Error while processing route: bookings Cannot read property 'typeKey' of undefined TypeError: Cannot read property 'typeKey' of undefined
The other examples I've seen on SO don't seem to be the exact same problem. I've tried to recreate the problem here, if you uncomment the 'hasMany' part in this example then it errors
http://emberjs.jsbin.com/yukahoduco/1/
App.Todo = DS.Model.extend({
body: DS.attr('string')
messages: DS.hasMany('message')
});
App.Message = DS.Model.extend({
user: DS.attr('string'),
subject: DS.attr('string')
});
App.Todo.FIXTURES = [
{
id: 1,
body: 'First Todo',
messages: [{
user: 'Harry',
subject: 'Buy shaving cream'
}]
},
{
id: 2,
body: 'Second Todo',
messages: [{
user: 'Bob',
subject: 'Buy razors'
}]
}
];
Upvotes: 1
Views: 276
Reputation: 14943
Note: I tried this in your fiddle and it returned an error.
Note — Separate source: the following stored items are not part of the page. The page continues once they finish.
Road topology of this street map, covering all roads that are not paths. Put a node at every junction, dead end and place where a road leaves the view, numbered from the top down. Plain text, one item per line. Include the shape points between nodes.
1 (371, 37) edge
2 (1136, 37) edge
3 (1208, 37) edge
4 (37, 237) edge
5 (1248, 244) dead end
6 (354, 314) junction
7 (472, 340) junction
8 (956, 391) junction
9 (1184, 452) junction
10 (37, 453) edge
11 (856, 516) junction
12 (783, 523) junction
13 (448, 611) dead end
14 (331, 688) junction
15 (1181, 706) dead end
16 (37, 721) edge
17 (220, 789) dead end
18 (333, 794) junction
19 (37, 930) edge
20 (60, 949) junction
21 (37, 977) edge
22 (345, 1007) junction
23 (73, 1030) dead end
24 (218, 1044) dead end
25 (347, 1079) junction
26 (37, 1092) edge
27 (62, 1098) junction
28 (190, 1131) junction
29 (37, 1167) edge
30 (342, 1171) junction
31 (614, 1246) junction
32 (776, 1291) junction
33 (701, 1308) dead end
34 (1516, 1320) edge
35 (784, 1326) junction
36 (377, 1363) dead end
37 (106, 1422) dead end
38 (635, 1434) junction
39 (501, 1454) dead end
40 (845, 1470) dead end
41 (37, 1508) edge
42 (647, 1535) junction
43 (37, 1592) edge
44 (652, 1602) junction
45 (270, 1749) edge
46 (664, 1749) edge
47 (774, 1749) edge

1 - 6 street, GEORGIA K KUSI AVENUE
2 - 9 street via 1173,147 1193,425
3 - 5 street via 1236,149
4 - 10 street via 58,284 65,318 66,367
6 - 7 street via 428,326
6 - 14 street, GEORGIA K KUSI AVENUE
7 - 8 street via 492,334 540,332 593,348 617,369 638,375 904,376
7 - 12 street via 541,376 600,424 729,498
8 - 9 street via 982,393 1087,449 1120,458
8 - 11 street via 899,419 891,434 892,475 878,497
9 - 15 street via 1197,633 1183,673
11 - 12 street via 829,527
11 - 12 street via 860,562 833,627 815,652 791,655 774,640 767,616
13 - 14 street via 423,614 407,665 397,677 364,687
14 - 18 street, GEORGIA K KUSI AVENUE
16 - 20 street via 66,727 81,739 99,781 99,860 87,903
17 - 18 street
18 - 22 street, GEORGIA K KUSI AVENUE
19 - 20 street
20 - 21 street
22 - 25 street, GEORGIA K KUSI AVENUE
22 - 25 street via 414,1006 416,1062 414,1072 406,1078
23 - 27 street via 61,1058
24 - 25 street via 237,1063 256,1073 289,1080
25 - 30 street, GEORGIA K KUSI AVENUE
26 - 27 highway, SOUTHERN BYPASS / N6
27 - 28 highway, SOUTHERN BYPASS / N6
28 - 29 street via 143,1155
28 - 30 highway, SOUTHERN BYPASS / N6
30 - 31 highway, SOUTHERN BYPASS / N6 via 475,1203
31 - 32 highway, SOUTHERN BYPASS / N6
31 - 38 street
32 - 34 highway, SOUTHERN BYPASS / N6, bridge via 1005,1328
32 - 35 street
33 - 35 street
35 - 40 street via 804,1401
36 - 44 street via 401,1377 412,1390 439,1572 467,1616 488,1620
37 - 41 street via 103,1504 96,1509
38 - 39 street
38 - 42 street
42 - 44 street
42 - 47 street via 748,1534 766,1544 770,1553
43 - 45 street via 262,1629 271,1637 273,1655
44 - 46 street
I don't know if a breaking change occurred in newer versions or if its a bad combination of versions. However, I can tell you this code was tested locally with 1.7.0
and 1.0.0-beta.10
(the defaults for ember-cli 0.1.2)
Fixtures for a model:
Fixtures, for a FixtureAdapter, are not data coming into your application, its data that is already there. So, you are creating data at the class level (not model instance) i.e. you add records as if you were saving rows to a table.
App.Todo.FIXTURES = [
{
id: 1,
body: "First Todo",
messages: [100]
},
{
id: 2,
body: "Second Todo",
messages: [200]
}
];
App.Message.FIXTURES = [
{
id: 100,
"user": "Harry",
"subject": "Buy shaving cream",
todo: 1
},
{
id: 200,
"user": "Bob",
"subject": "Buy razors",
todo: 2
}
];
export default Ember.Controller.extend({
actions: {
new: function() {
var newRecord = this.store
.createRecord('todo', {
body: this.get('newBody'),
messages: [100]
});
}
}
}
);
Then, in your model you setup your relationship like this:
App.Todo = DS.Model.extend({
body: DS.attr('string'),
// We need to set async: true for the FixtureAdapter to load the relations
messages: DS.hasMany('message', { async: true })
});
var Message = DS.Model.extend({
user: DS.attr('string'),
subject: DS.attr('string'),
todo: DS.belongsTo('todo')
});
When not setting a fixture for a model:
If you want to load your data with the format that is shown in the question:
{
id: 1,
body: 'First Todo',
messages: [{
user: 'Harry',
subject: 'Buy shaving cream'
}]
}
You need to setup a serializer (DS.RESTSerializer
or DS.JSONSerializer
or DS.ActiveModelSerializer
) that handles embedded data by passing to it a DS.EmbeddedRecordsMixin
during creation. See: http://emberjs.com/api/data/classes/DS.EmbeddedRecordsMixin.html
Upvotes: 1
Reputation: 37369
I believe that the following line is causing your issues:
user: DS.belongsTo('string')
There is no String
model declared, so this is going to result in the error you posted when the container tries to look it up. The reason it's happening when you include the hasMany
relationship on the Todo
model is (I think) because that forces the Message
model to be loaded, which causes the relationships to be loaded. Without the hasMany
relationship, the Message
model is never used and the error is never discovered.